**DATASET RECORDS**
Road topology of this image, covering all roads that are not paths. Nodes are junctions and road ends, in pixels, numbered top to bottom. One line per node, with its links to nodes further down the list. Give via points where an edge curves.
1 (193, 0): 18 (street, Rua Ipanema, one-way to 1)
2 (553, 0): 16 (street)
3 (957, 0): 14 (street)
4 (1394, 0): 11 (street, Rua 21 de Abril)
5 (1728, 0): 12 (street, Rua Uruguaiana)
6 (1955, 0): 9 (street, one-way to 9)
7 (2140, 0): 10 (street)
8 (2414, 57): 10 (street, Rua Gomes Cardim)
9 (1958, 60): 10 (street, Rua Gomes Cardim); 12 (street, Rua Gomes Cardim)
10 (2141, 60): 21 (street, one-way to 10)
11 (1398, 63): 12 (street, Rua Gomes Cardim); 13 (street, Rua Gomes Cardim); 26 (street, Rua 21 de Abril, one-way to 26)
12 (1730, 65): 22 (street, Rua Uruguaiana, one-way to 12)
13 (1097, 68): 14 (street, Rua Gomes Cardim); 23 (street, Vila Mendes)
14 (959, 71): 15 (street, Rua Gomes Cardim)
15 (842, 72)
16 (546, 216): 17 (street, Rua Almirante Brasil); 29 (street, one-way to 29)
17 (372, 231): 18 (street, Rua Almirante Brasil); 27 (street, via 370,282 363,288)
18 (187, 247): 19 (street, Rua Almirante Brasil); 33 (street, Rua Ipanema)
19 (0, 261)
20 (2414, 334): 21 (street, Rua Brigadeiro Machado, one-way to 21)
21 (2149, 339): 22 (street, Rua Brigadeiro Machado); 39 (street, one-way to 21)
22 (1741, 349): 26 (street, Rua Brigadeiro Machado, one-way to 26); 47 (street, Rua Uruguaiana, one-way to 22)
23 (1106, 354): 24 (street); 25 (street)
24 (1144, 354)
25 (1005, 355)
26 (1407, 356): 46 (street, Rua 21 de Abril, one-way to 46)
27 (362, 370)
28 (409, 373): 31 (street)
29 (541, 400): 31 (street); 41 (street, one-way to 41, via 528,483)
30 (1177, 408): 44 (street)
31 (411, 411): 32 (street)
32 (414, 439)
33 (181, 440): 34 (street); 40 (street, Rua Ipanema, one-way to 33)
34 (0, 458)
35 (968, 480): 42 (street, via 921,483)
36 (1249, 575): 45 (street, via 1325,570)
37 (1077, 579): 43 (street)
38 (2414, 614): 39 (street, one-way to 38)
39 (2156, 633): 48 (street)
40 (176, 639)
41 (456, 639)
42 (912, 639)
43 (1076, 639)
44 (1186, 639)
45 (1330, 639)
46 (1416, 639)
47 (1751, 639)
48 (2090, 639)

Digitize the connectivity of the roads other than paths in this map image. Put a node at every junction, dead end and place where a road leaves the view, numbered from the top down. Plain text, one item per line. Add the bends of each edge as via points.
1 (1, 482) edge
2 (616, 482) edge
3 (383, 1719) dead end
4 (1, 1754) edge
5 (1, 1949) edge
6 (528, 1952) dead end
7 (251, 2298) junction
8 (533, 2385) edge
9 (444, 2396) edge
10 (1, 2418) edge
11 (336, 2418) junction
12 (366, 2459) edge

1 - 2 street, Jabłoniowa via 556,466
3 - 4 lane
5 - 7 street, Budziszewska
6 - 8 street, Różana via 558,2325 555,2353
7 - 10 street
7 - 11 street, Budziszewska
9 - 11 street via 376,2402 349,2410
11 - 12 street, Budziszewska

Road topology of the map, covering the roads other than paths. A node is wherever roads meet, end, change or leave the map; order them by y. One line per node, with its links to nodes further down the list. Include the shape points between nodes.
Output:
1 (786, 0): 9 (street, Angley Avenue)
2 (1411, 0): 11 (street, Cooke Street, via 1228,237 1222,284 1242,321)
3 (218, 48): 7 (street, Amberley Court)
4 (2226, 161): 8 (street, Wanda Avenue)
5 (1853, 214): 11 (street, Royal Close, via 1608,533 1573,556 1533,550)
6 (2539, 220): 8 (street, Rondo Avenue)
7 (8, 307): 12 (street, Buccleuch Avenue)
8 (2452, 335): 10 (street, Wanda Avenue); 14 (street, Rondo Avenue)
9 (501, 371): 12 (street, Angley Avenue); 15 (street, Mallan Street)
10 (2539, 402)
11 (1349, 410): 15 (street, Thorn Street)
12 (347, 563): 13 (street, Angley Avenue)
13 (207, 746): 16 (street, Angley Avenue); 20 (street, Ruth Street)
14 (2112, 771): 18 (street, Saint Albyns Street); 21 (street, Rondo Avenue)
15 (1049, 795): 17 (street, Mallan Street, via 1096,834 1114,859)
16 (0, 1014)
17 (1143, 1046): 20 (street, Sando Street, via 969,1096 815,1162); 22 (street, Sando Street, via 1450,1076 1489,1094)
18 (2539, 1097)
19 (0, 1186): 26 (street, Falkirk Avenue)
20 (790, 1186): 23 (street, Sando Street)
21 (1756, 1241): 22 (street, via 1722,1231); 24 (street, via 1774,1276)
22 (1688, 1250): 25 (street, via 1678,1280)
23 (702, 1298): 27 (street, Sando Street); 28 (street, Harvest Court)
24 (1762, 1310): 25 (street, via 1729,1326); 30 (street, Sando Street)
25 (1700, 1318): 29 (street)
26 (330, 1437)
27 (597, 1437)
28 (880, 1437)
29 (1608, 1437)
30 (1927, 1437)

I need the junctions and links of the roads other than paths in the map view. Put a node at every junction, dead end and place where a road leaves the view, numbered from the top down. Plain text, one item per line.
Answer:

**YOUR INSTRUCTIONS**
Extract the complete data, matching each line exactly.

**ANSWER BELOW**
Road topology of this image, covering all roads that are not paths. Nodes are junctions and road ends, in pixels, numbered top to bottom. One line per node, with its links to nodes further down the list. Give via points where an edge curves.
1 (193, 0): 18 (street, Rua Ipanema, one-way to 1)
2 (553, 0): 16 (street)
3 (957, 0): 14 (street)
4 (1394, 0): 11 (street, Rua 21 de Abril)
5 (1728, 0): 12 (street, Rua Uruguaiana)
6 (1955, 0): 9 (street, one-way to 9)
7 (2140, 0): 10 (street)
8 (2414, 57): 10 (street, Rua Gomes Cardim)
9 (1958, 60): 10 (street, Rua Gomes Cardim); 12 (street, Rua Gomes Cardim)
10 (2141, 60): 21 (street, one-way to 10)
11 (1398, 63): 12 (street, Rua Gomes Cardim); 13 (street, Rua Gomes Cardim); 26 (street, Rua 21 de Abril, one-way to 26)
12 (1730, 65): 22 (street, Rua Uruguaiana, one-way to 12)
13 (1097, 68): 14 (street, Rua Gomes Cardim); 23 (street, Vila Mendes)
14 (959, 71): 15 (street, Rua Gomes Cardim)
15 (842, 72)
16 (546, 216): 17 (street, Rua Almirante Brasil); 29 (street, one-way to 29)
17 (372, 231): 18 (street, Rua Almirante Brasil); 27 (street, via 370,282 363,288)
18 (187, 247): 19 (street, Rua Almirante Brasil); 33 (street, Rua Ipanema)
19 (0, 261)
20 (2414, 334): 21 (street, Rua Brigadeiro Machado, one-way to 21)
21 (2149, 339): 22 (street, Rua Brigadeiro Machado); 39 (street, one-way to 21)
22 (1741, 349): 26 (street, Rua Brigadeiro Machado, one-way to 26); 47 (street, Rua Uruguaiana, one-way to 22)
23 (1106, 354): 24 (street); 25 (street)
24 (1144, 354)
25 (1005, 355)
26 (1407, 356): 46 (street, Rua 21 de Abril, one-way to 46)
27 (362, 370)
28 (409, 373): 31 (street)
29 (541, 400): 31 (street); 41 (street, one-way to 41, via 528,483)
30 (1177, 408): 44 (street)
31 (411, 411): 32 (street)
32 (414, 439)
33 (181, 440): 34 (street); 40 (street, Rua Ipanema, one-way to 33)
34 (0, 458)
35 (968, 480): 42 (street, via 921,483)
36 (1249, 575): 45 (street, via 1325,570)
37 (1077, 579): 43 (street)
38 (2414, 614): 39 (street, one-way to 38)
39 (2156, 633): 48 (street)
40 (176, 639)
41 (456, 639)
42 (912, 639)
43 (1076, 639)
44 (1186, 639)
45 (1330, 639)
46 (1416, 639)
47 (1751, 639)
48 (2090, 639)

Digitize the connectivity of the roads other than paths in this map image. Put a node at every junction, dead end and place where a road leaves the view, numbered from the top down. Plain text, one item per line. Add the bends of each edge as via points.
1 (1, 482) edge
2 (616, 482) edge
3 (383, 1719) dead end
4 (1, 1754) edge
5 (1, 1949) edge
6 (528, 1952) dead end
7 (251, 2298) junction
8 (533, 2385) edge
9 (444, 2396) edge
10 (1, 2418) edge
11 (336, 2418) junction
12 (366, 2459) edge

1 - 2 street, Jabłoniowa via 556,466
3 - 4 lane
5 - 7 street, Budziszewska
6 - 8 street, Różana via 558,2325 555,2353
7 - 10 street
7 - 11 street, Budziszewska
9 - 11 street via 376,2402 349,2410
11 - 12 street, Budziszewska

Road topology of the map, covering the roads other than paths. A node is wherever roads meet, end, change or leave the map; order them by y. One line per node, with its links to nodes further down the list. Include the shape points between nodes.
Output:
1 (786, 0): 9 (street, Angley Avenue)
2 (1411, 0): 11 (street, Cooke Street, via 1228,237 1222,284 1242,321)
3 (218, 48): 7 (street, Amberley Court)
4 (2226, 161): 8 (street, Wanda Avenue)
5 (1853, 214): 11 (street, Royal Close, via 1608,533 1573,556 1533,550)
6 (2539, 220): 8 (street, Rondo Avenue)
7 (8, 307): 12 (street, Buccleuch Avenue)
8 (2452, 335): 10 (street, Wanda Avenue); 14 (street, Rondo Avenue)
9 (501, 371): 12 (street, Angley Avenue); 15 (street, Mallan Street)
10 (2539, 402)
11 (1349, 410): 15 (street, Thorn Street)
12 (347, 563): 13 (street, Angley Avenue)
13 (207, 746): 16 (street, Angley Avenue); 20 (street, Ruth Street)
14 (2112, 771): 18 (street, Saint Albyns Street); 21 (street, Rondo Avenue)
15 (1049, 795): 17 (street, Mallan Street, via 1096,834 1114,859)
16 (0, 1014)
17 (1143, 1046): 20 (street, Sando Street, via 969,1096 815,1162); 22 (street, Sando Street, via 1450,1076 1489,1094)
18 (2539, 1097)
19 (0, 1186): 26 (street, Falkirk Avenue)
20 (790, 1186): 23 (street, Sando Street)
21 (1756, 1241): 22 (street, via 1722,1231); 24 (street, via 1774,1276)
22 (1688, 1250): 25 (street, via 1678,1280)
23 (702, 1298): 27 (street, Sando Street); 28 (street, Harvest Court)
24 (1762, 1310): 25 (street, via 1729,1326); 30 (street, Sando Street)
25 (1700, 1318): 29 (street)
26 (330, 1437)
27 (597, 1437)
28 (880, 1437)
29 (1608, 1437)
30 (1927, 1437)

I need the junctions and links of the roads other than paths in the map view. Put a node at every junction, dead end and place where a road leaves the view, numbered from the top down. Plain text, one item per line.
Answer:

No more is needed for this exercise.